The current debate that has gained momentum, that the Armed Forces are primarily meant for external threats, and not for internal counter-insurgency operations; the talks of avoiding collateral damage in populated areas, is a signal of a ‘new’ thinking in the Armed Forces and the central security policy makers. This is only welcome if it is backed by adequate reforms in the internal policing system, which they say will be bolstered soon in the Naxal affected areas, and Operation Green Hunt could go on without the Armed Forces’ help. However, even after decades of the Army’s deployment in Northeast India, the central government or the respective state governments have not managed to implement any reforms towards bolstering the internal policing structure, which could possibly replace the Army in any of its counter-insurgency duties.


Vast portions of Assam, Nagaland, Manipur, Mizoram and Arunachal Pradesh have insignificant and weak local policing system, which cannot combat the complexities of strong insurgent networks at present. The ability of the Northeastern insurgent groups to continue operating as well as managing strong networks of trafficking in arms, ammunition, narcotics and fake currency is testimony to the collective failure of the Army, the local police and the internal security policies. Union Home Minister P Chidambaram has admitted many times that Northeast India has been the corridor of arms and ammunition and other logistical support to the Naxalites.


The various insurgencies in Northeast India have been, to an extent, kept in abeyance by New Delhi for long now, without an attempt to solve them politically. Many of the ceasefire insurgent groups in Northeast India who kept languishing in ‘designated camps’, have invested in a huge narco-terrorism network. It requires no rocket scientist to point out that this active ‘kept in abeyance’ insurgency network in Northeast India has indeed strengthened the Naxal preparations against the government. The short sighted policy of delaying or postponing the peace in Northeast India, has in fact presented to the central government another internal security problem in the shape of this network, the dimensions of which it is yet to fully comprehend.


Given the interconnectedness of the conflict scenario in Northeast India, special counter-insurgency attention must be focused on certain insurgent ‘hotspots’, which are characterized by complex insurgent networks and insufficient governmental presence. The identifiable insurgent hotspots in Northeast India are Karbi Anglong-North Cachar Hills region of Assam, Lohit-Tirap-Changlang region of Arunachal Pradesh, West Kameng-East Kameng-Baksa-Udalguri-Sonitpur region encompassing Assam and Arunachal Pradesh, Ukhrul-Senapati-Chandel region of Manipur and Southern Mizoram. Rapid modernization of police forces, to continually monitor these ‘hotspots’ is required.

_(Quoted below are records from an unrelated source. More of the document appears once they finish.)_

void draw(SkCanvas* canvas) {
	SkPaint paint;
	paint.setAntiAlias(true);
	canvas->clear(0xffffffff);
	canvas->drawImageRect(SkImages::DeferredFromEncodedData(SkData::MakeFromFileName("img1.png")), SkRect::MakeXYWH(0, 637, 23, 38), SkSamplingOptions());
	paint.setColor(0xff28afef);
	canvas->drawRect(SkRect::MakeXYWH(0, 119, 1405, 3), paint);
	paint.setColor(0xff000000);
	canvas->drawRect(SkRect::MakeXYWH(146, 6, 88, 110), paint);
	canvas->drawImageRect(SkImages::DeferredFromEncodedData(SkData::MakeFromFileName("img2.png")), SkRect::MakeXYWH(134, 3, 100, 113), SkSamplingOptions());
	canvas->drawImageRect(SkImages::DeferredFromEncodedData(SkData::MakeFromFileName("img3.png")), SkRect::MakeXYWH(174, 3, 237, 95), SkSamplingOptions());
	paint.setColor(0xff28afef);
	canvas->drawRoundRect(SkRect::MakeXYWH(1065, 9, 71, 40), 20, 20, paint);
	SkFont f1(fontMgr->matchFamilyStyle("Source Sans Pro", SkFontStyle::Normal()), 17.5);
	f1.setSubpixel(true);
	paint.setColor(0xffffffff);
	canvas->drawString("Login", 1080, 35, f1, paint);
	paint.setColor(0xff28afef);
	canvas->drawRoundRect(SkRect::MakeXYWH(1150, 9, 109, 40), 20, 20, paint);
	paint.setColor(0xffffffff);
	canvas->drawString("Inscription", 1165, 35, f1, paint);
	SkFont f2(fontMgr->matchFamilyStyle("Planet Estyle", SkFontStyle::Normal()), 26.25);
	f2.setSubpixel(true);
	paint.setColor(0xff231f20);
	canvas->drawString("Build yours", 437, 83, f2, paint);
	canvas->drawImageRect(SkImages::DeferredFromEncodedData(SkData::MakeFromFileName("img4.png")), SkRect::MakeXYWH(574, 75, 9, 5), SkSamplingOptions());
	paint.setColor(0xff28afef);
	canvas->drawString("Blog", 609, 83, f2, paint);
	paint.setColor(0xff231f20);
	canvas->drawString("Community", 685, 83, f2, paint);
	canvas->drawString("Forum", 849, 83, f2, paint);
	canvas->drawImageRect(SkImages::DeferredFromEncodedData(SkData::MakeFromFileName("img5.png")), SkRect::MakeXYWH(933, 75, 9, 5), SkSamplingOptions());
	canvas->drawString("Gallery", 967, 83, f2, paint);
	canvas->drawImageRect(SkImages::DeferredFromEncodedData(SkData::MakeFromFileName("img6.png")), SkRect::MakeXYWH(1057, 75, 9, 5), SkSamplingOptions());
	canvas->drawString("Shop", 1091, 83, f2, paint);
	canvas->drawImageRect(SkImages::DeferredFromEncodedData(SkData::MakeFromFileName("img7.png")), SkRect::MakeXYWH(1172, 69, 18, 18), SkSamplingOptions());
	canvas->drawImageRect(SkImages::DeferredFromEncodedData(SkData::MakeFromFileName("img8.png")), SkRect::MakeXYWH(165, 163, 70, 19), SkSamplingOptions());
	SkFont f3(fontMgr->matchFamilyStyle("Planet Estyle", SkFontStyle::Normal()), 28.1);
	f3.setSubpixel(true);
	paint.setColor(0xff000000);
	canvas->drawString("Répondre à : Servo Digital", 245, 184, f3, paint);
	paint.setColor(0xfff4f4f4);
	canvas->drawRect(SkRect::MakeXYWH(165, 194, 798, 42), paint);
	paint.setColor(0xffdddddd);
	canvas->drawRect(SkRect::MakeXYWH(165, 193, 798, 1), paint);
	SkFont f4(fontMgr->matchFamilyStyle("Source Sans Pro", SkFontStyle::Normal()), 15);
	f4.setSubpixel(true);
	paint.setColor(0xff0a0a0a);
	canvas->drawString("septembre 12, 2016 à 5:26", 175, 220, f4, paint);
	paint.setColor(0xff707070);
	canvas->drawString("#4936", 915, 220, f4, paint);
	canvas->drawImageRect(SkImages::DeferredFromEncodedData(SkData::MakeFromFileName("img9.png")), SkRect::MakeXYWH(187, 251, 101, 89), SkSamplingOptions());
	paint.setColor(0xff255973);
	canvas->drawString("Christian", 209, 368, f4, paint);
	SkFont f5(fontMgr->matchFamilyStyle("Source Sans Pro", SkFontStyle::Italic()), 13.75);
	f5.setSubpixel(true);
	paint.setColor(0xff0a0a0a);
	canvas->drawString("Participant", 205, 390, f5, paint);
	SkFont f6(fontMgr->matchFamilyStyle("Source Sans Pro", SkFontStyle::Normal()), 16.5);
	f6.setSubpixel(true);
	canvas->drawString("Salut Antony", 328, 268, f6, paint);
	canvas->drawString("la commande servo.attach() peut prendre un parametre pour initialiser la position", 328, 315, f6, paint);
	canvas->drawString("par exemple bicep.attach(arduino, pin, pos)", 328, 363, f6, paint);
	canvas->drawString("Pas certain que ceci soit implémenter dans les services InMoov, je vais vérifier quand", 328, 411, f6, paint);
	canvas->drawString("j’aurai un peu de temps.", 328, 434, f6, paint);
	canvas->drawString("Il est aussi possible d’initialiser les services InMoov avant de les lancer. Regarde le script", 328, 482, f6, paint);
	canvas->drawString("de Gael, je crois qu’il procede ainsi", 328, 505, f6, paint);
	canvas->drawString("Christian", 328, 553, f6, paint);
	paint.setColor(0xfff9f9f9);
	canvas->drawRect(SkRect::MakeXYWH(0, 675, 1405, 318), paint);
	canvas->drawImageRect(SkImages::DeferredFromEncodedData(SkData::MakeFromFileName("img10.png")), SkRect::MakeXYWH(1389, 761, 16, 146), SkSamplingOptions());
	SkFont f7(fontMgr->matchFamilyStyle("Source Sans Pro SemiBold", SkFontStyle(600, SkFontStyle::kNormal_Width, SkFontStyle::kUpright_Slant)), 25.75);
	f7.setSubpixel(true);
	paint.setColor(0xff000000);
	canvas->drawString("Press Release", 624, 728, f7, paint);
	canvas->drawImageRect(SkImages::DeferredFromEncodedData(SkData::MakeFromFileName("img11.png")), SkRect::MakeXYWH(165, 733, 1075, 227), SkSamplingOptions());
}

The Army, which in its normal course of duties, is meant to monitor the extremely porous border areas of Northeast India with Myanmar and Bangladesh, finds itself pressed in internal security duties in many internal areas, where the local police is insufficiently capable of handling the same. The force for monitoring these active hotspots will have to be an army-local police collaboration, as it will require strong local intelligence networks. The level of ground level and intelligence sharing coordination between the local police and the army leaves much to be desired in Northeast India, even with the presence of the Unified Command structure in some of the states. This is also because of the lack of working trust between security agencies and the varying briefs given to them by the central government at one level and the state government at another level.


A genuine peace in Northeast India will ultimately come from involving local people in the peace process, not by having an exceptional act in the form of AFSPA with little national debate on its amendment or withdrawal for over fifty years, or stalemated negotiations with insurgent groups. New Delhi needs to analyze the internal security situation of India in a wider connected framework and treat the inadequacies urgently.